Data →
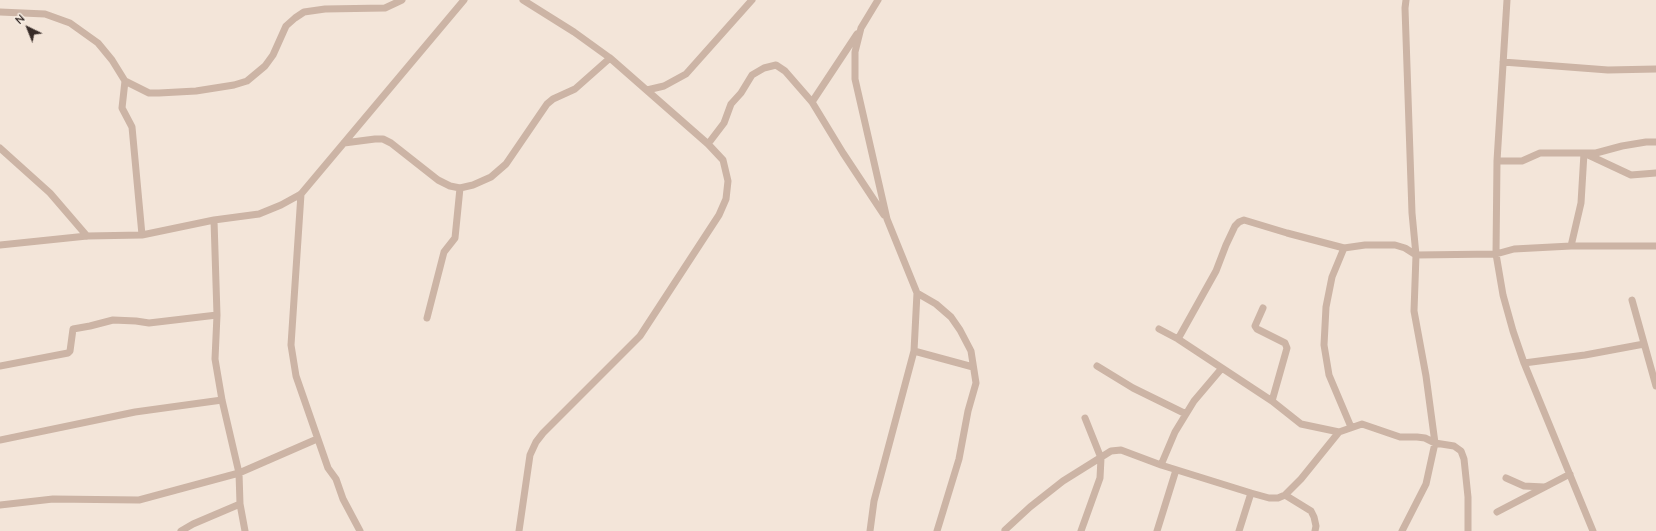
<!DOCTYPE html>
<style>
body{margin:0}
#map{position:relative;width:1656px;height:531px;overflow:hidden;background:#f3e5d9;font-family:Quicksand,sans-serif}
canvas{display:block}
.north{position:absolute;left:8px;top:8px;width:40px;height:40px;-webkit-text-stroke:3px #faf0e6;paint-order:stroke;rotate:317deg;font-size:11px;font-weight:700;line-height:16px;text-align:center;color:#372b27}
.north::after{content:'';display:block;margin:auto;width:14px;height:18px;background:#372b27;clip-path:polygon(50% 0,100% 100%,50% 72%,0 100%)}
</style>
<div id="map">
<canvas width="1656" height="531"></canvas>
<div class="north">N</div>
</div>
<script>
const ctx = document.querySelector('canvas').getContext('2d');
ctx.lineJoin = 'round';
function shape(rows) {
  const path = new Path2D();
  for (const r of rows) {
    path.moveTo(r[0], r[1]);
    for (let i = 2; i < r.length; i += 2) path.lineTo(r[i], r[i + 1]);
  }
  return path;
}
function strokePath(path, color, width, dash) {
  ctx.strokeStyle = color;
  ctx.lineWidth = width;
  ctx.lineCap = dash ? 'butt' : 'round';
  ctx.setLineDash(dash || []);
  ctx.stroke(path);
}
const minor = shape([
 [878,0,861,28,855,52,855,79,887,219,917,293,914,351],
 [1507,0,1497,161,1496,254,1503,295,1513,331,1524,363,1593,531],
 [0,12,45,14,70,23,98,43,112,60,125,81,149,93,159,93,196,91,234,85,247,81,265,66,273,55,286,26,295,18,304,12,325,9,385,8,402,0],
 [1503,62,1608,70,1656,69],
 [125,81,122,108,132,127,142,235],
 [647,90,664,86,686,74,752,0],
 [812,102,857,34],
 [344,143,375,139,383,139,391,143,438,180,450,186,460,188,473,185,491,177,506,164,547,104,553,99,575,89,610,58],
 [708,144,724,123,731,104,741,93,752,75,764,68,776,65,785,71,812,102,843,153,884,215],
 [0,148,50,193,87,236],
 [1497,161,1522,161,1540,153,1584,153,1631,175,1656,173],
 [301,194,291,345,296,376,328,468,336,479,343,499,360,531],
 [214,220,217,315,215,359,222,400,239,473,240,504,245,531],
 [0,245,87,236,142,235,214,220,259,214,281,205,301,194,464,0],
 [1571,246,1581,203,1584,153,1596,153,1622,146,1646,142,1656,142],
 [1344,248,1332,277,1326,307,1324,345,1329,375,1351,427],
 [917,293,936,304,951,317,960,330,971,351,976,383,968,411,959,459,937,531],
 [1632,300,1656,386],
 [1263,308,1255,326,1257,329,1285,343,1287,348,1272,401],
 [427,318,444,252,455,238,460,188],
 [1159,329,1178,339,1272,401,1301,424,1339,432],
 [1178,339,1216,271,1226,245,1235,226,1239,222,1244,220,1287,233,1344,248,1365,245,1395,245,1405,248,1416,255,1496,254,1514,249,1571,246,1656,246],
 [1524,363,1585,355,1644,344],
 [0,366,68,353,70,351,73,329,90,326,113,320,136,321,149,323,217,315],
 [1097,366,1133,388,1186,414],
 [0,440,135,412,222,400],
 [1161,465,1175,432,1194,401,1222,368],
 [1506,478,1524,486,1544,487],
 [1285,495,1311,511,1314,517,1316,526,1315,531],
 [0,505,53,499,139,500,239,473,317,439],
 [1497,512,1570,474],
 [1005,530,1030,507,1063,481,1111,451,1121,450,1161,465,1251,493,1269,498,1278,498,1285,495,1301,479,1339,432,1362,424,1400,437,1417,437,1425,438,1435,443,1454,446,1461,451,1464,459,1468,497,1468,531],
 [181,531,193,524,240,504],
 [519,531,530,455,536,442,543,433,640,336,719,215,726,199,728,181,723,160,708,144,610,58,574,32,523,0],
 [870,531,874,501,914,351,973,367],
 [1081,531,1100,478,1101,458,1085,418],
 [1157,531,1176,470],
 [1239,531,1251,493],
 [1402,531,1426,484,1435,443,1426,376,1414,311,1416,255,1412,213,1405,8,1406,0]
]);
strokePath(minor, '#ccb4a5', 7);
</script>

Brief → What lines of the data include the word "block"? Copy each of them.

Response to the task →
canvas{display:block}
.north::after{content:'';display:block;margin:auto;width:14px;height:18px;background:#372b27;clip-path:polygon(50% 0,100% 100%,50% 72%,0 100%)}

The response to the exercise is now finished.